-- PROBLEM REQUIREMENTS --
Go to the line below that has "pinky mcp: (499, 105)", print it and each line after it exactly, and stop after the line that has "thumb mcp: (950, 811)"; leave out pictures.

-- RECORDS FOR THE EXERCISE --
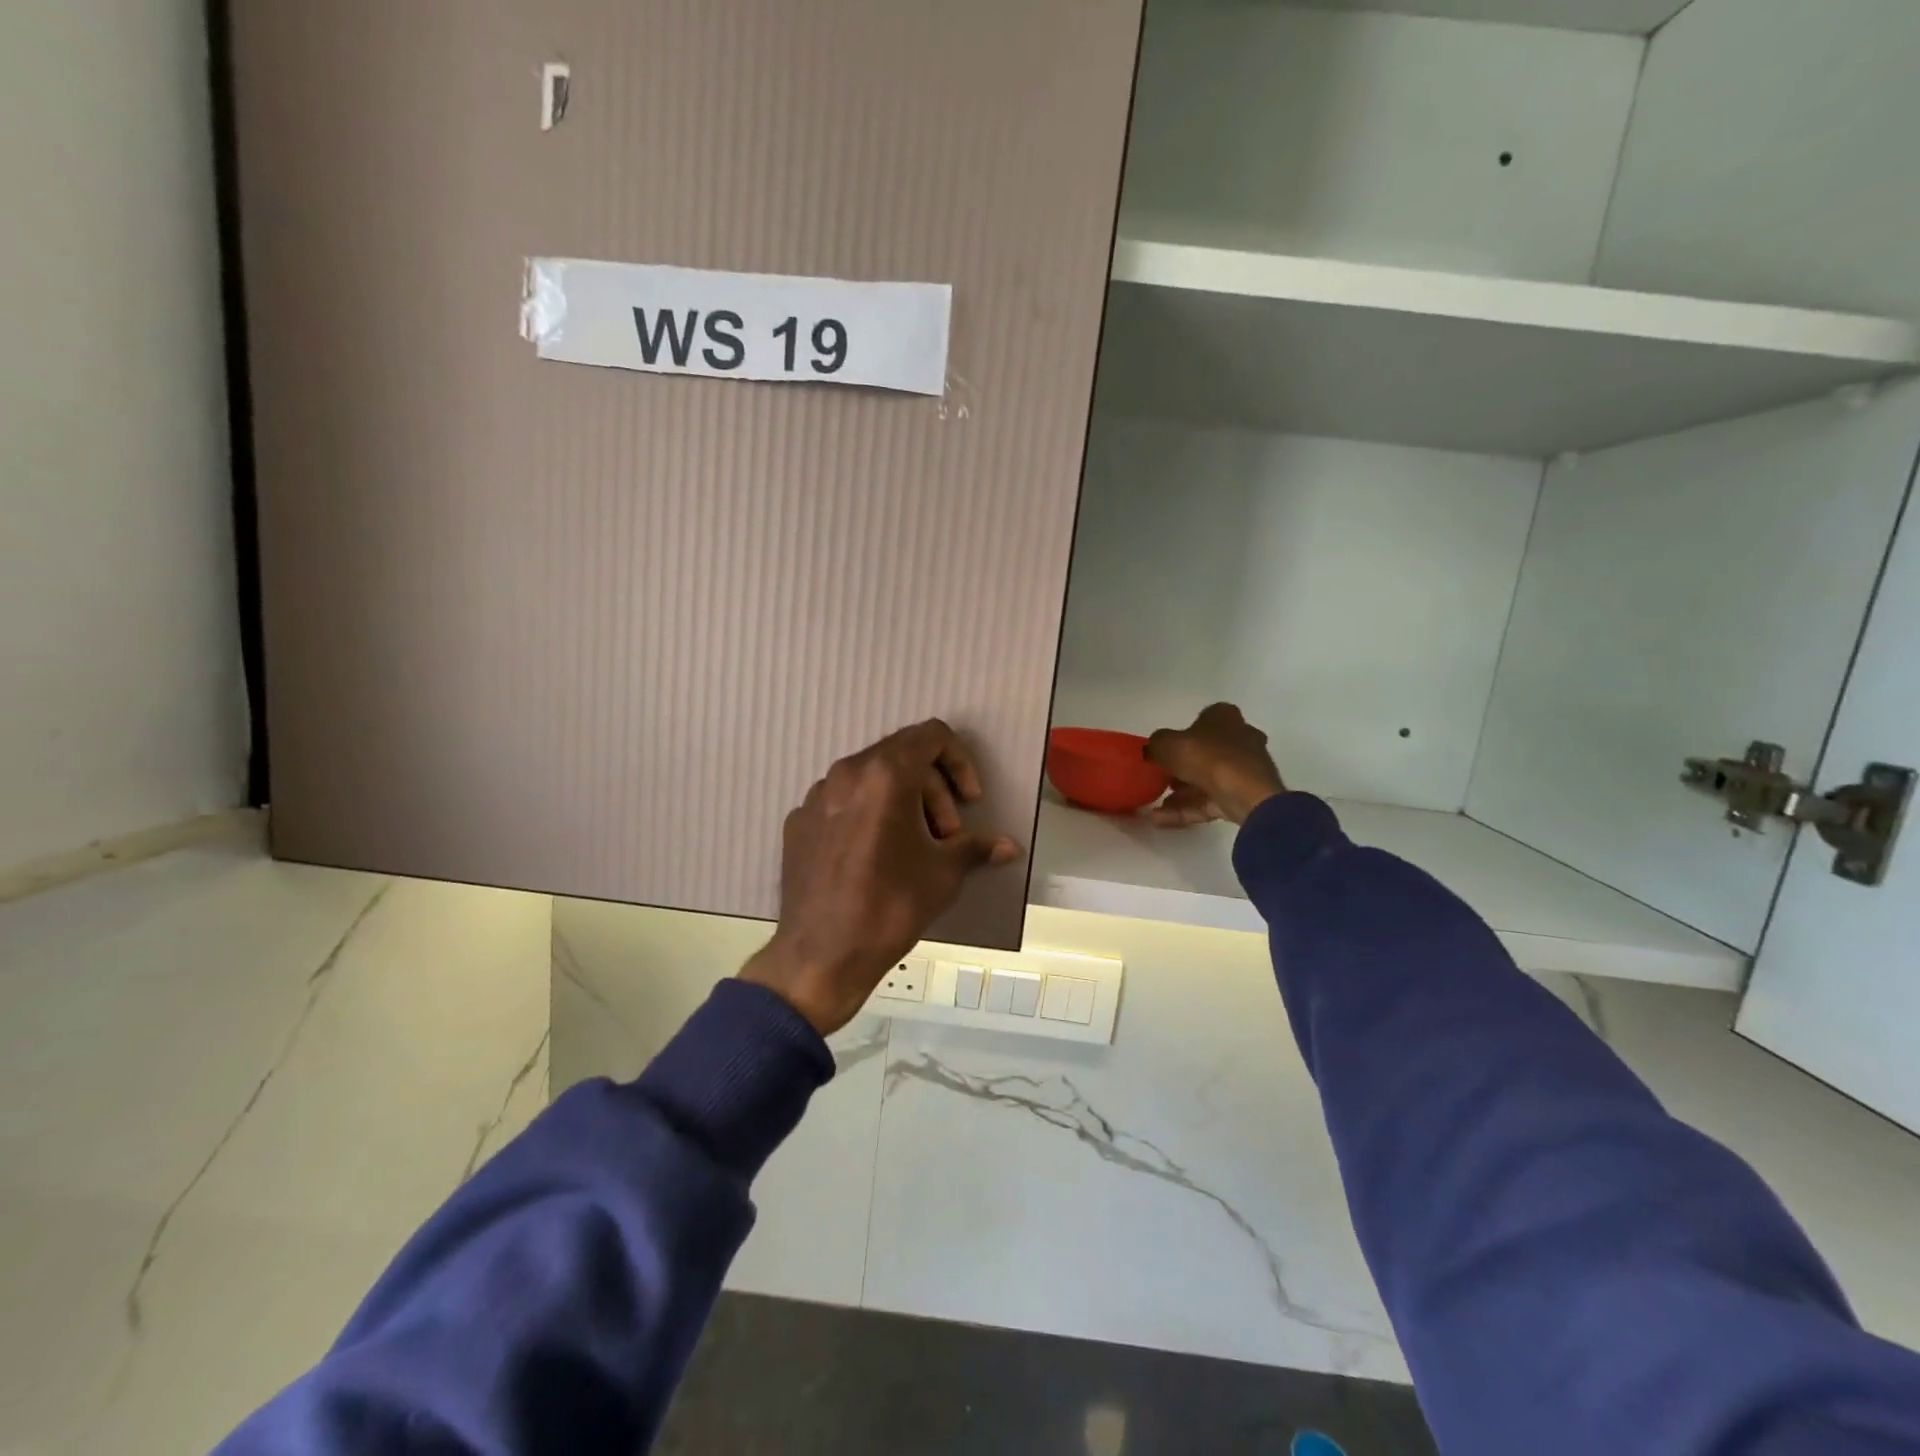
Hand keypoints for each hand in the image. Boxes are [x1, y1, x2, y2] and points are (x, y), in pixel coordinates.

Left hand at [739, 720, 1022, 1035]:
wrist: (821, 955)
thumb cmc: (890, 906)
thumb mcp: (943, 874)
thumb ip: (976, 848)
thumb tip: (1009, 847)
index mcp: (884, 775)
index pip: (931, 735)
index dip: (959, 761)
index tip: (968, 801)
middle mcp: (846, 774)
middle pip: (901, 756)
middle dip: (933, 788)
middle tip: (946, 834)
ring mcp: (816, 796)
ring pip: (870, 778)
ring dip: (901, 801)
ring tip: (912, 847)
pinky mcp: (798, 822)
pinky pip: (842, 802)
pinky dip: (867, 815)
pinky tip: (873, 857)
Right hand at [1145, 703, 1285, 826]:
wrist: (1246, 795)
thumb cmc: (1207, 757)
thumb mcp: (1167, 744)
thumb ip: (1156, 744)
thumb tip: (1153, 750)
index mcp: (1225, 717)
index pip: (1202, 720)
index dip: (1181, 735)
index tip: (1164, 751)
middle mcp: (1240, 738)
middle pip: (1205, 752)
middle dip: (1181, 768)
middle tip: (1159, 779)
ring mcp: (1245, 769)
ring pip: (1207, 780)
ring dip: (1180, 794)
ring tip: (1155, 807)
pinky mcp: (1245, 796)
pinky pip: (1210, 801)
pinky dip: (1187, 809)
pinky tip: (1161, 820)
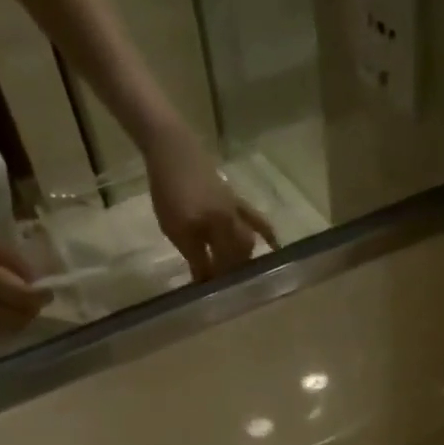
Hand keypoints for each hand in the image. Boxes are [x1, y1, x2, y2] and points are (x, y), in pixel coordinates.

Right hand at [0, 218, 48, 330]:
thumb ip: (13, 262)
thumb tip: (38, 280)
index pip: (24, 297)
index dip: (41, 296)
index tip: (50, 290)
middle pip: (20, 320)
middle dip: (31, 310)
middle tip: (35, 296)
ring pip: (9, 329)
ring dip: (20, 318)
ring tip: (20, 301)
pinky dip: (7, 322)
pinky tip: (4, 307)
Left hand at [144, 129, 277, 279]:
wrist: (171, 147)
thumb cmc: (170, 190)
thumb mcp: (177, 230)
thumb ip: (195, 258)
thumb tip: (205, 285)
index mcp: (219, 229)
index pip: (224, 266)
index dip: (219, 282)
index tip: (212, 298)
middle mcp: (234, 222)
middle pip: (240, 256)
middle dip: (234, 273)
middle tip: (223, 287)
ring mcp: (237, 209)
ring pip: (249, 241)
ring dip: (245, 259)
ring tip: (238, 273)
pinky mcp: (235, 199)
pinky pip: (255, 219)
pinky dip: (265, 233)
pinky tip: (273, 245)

==

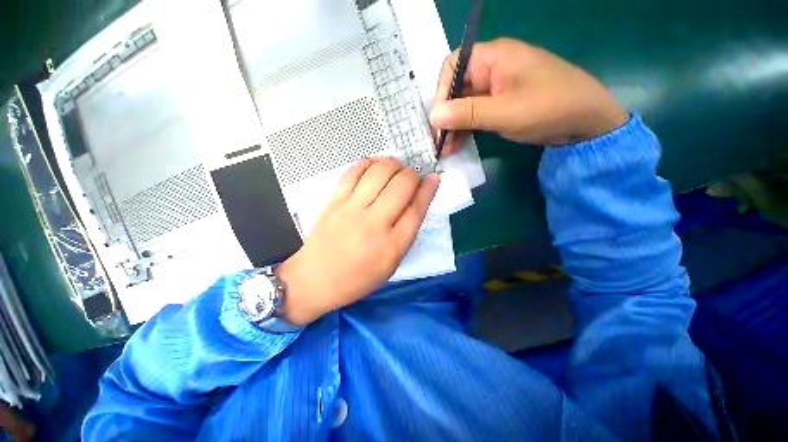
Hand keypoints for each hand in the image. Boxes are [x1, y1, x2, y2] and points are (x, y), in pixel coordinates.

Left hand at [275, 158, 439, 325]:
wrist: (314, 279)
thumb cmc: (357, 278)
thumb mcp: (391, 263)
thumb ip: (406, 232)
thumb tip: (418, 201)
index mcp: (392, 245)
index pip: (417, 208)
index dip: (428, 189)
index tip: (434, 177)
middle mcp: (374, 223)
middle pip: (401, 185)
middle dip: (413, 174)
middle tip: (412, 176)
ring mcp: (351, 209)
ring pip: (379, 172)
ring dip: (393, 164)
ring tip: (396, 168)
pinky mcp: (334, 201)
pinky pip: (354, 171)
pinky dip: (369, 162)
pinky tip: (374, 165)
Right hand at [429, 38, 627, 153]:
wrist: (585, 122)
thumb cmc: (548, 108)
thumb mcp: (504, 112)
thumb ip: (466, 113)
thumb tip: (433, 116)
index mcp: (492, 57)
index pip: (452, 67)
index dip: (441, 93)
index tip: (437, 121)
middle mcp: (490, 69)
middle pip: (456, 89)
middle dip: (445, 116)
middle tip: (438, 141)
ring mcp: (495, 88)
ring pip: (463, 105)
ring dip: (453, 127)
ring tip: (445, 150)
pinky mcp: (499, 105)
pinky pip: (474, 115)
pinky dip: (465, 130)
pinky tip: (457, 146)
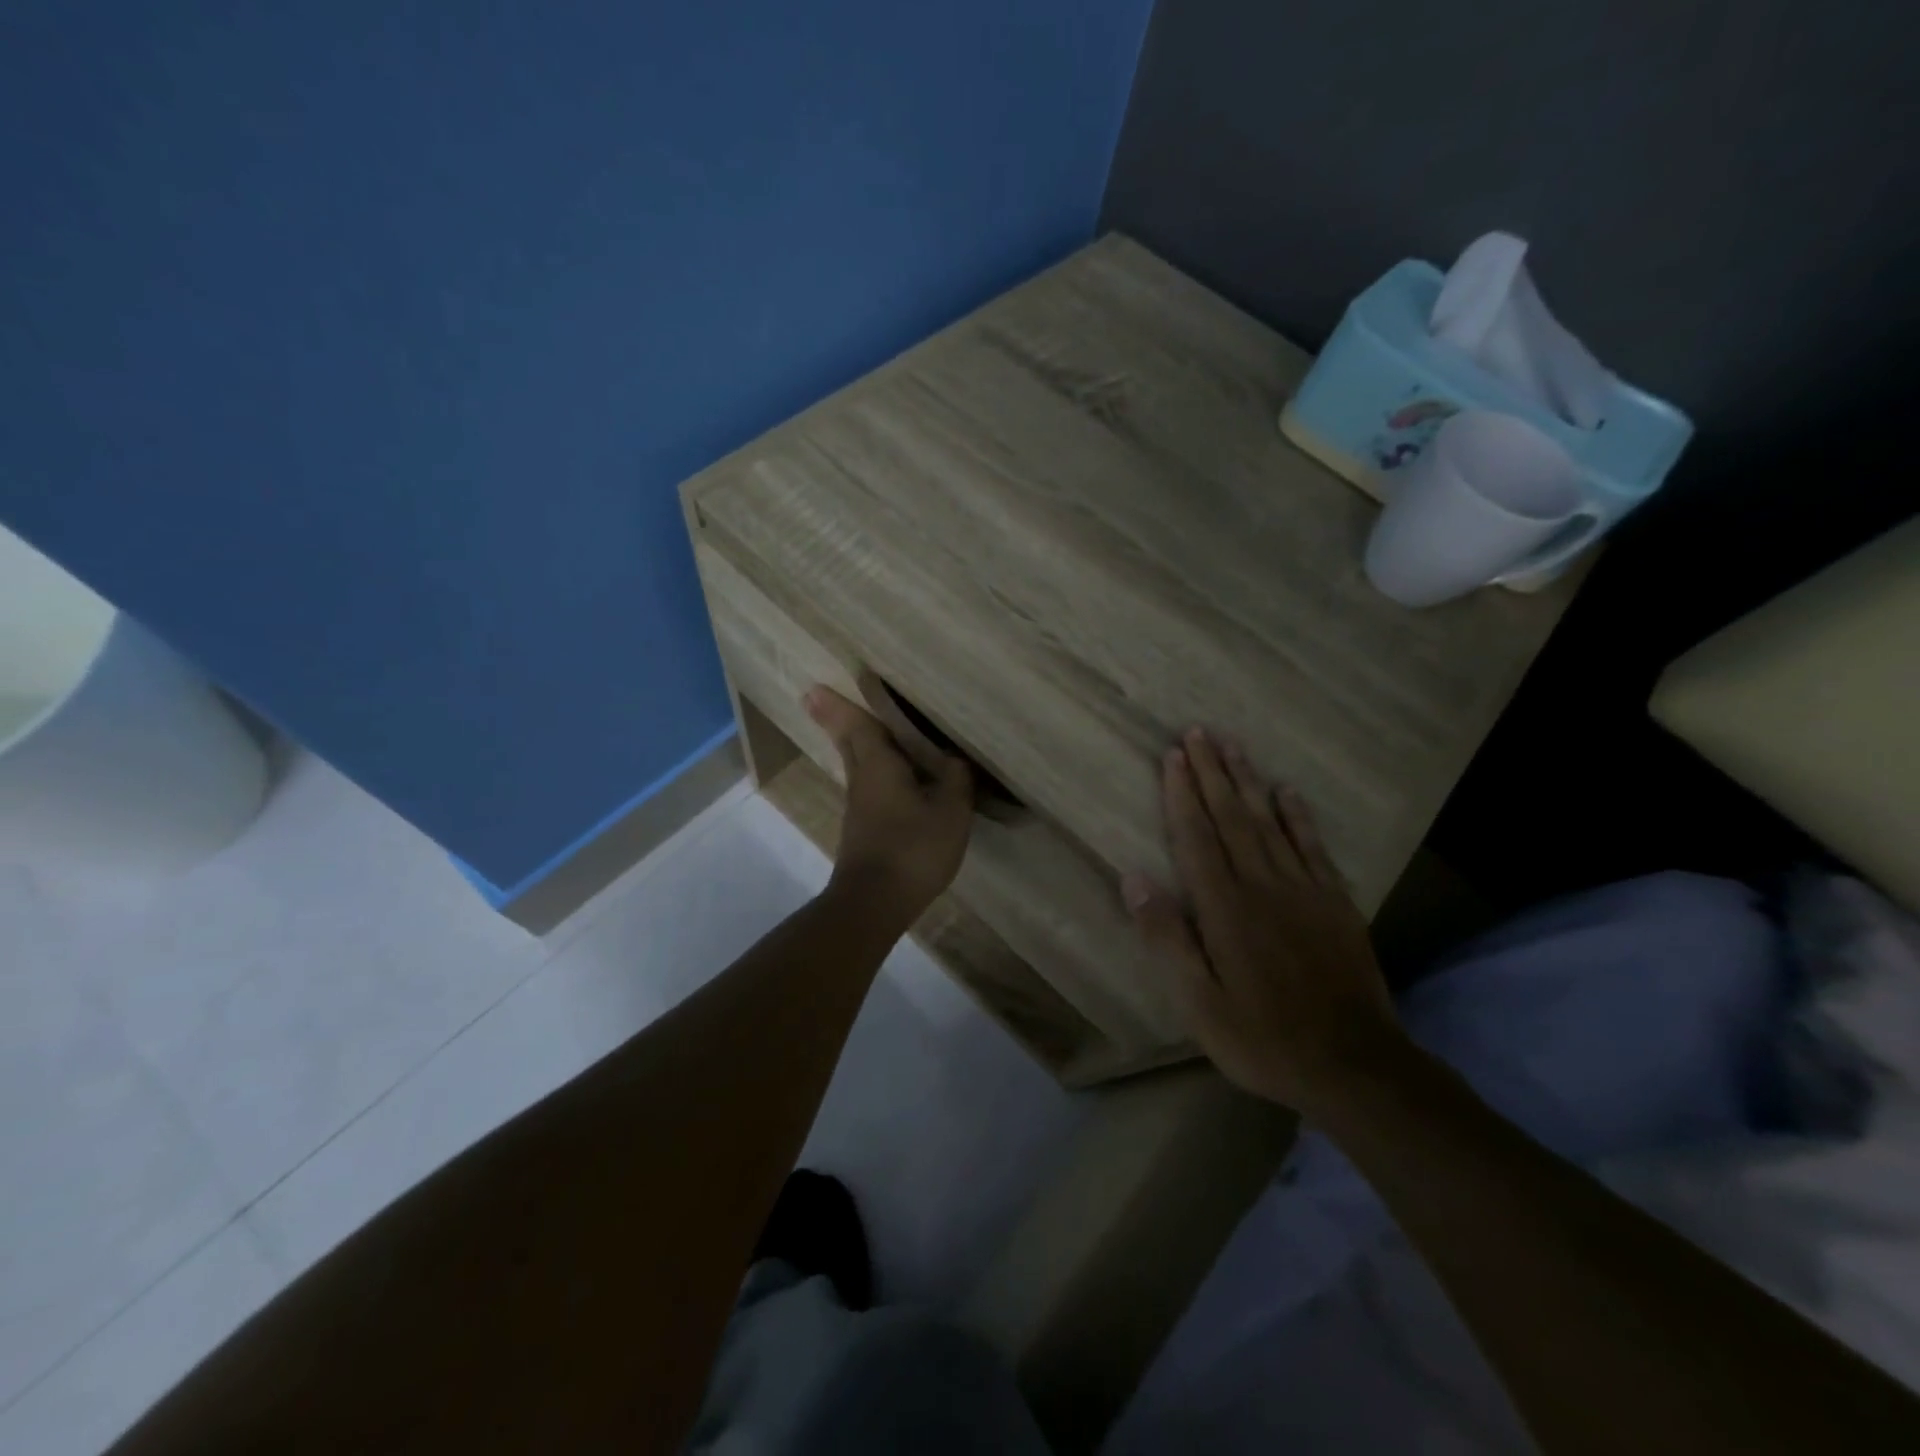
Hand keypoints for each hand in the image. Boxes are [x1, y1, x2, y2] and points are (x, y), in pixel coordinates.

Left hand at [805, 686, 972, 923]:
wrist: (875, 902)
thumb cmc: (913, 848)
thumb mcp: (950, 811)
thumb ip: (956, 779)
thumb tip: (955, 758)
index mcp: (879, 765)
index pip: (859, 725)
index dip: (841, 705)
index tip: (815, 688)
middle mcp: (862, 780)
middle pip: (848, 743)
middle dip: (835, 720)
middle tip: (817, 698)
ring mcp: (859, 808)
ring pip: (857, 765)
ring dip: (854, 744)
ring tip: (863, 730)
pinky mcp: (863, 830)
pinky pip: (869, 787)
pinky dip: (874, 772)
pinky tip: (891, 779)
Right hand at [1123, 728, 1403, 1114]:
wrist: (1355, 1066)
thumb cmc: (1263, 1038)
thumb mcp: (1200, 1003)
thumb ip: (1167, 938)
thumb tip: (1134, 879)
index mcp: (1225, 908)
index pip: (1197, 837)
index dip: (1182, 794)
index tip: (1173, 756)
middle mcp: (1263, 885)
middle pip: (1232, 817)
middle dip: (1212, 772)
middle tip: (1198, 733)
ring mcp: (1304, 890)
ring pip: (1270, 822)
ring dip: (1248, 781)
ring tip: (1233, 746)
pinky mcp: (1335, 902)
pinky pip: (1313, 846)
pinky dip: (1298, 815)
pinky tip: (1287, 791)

--

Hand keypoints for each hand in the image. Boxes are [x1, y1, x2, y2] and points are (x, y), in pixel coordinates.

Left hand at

-- FINISHED TASK --
pinky mcp: (499, 105)
pinky pip: (474, 115)
pinky dip: (465, 130)
pinky tip: (457, 146)
Hand keypoints for each hand in the image. Boxes are [x1, y1, x2, y2] and points are (x, y), in pixel coordinates.

Left hand at [805, 686, 972, 923]:
wrist: (875, 902)
thumb cmc: (913, 848)
thumb mcp: (950, 811)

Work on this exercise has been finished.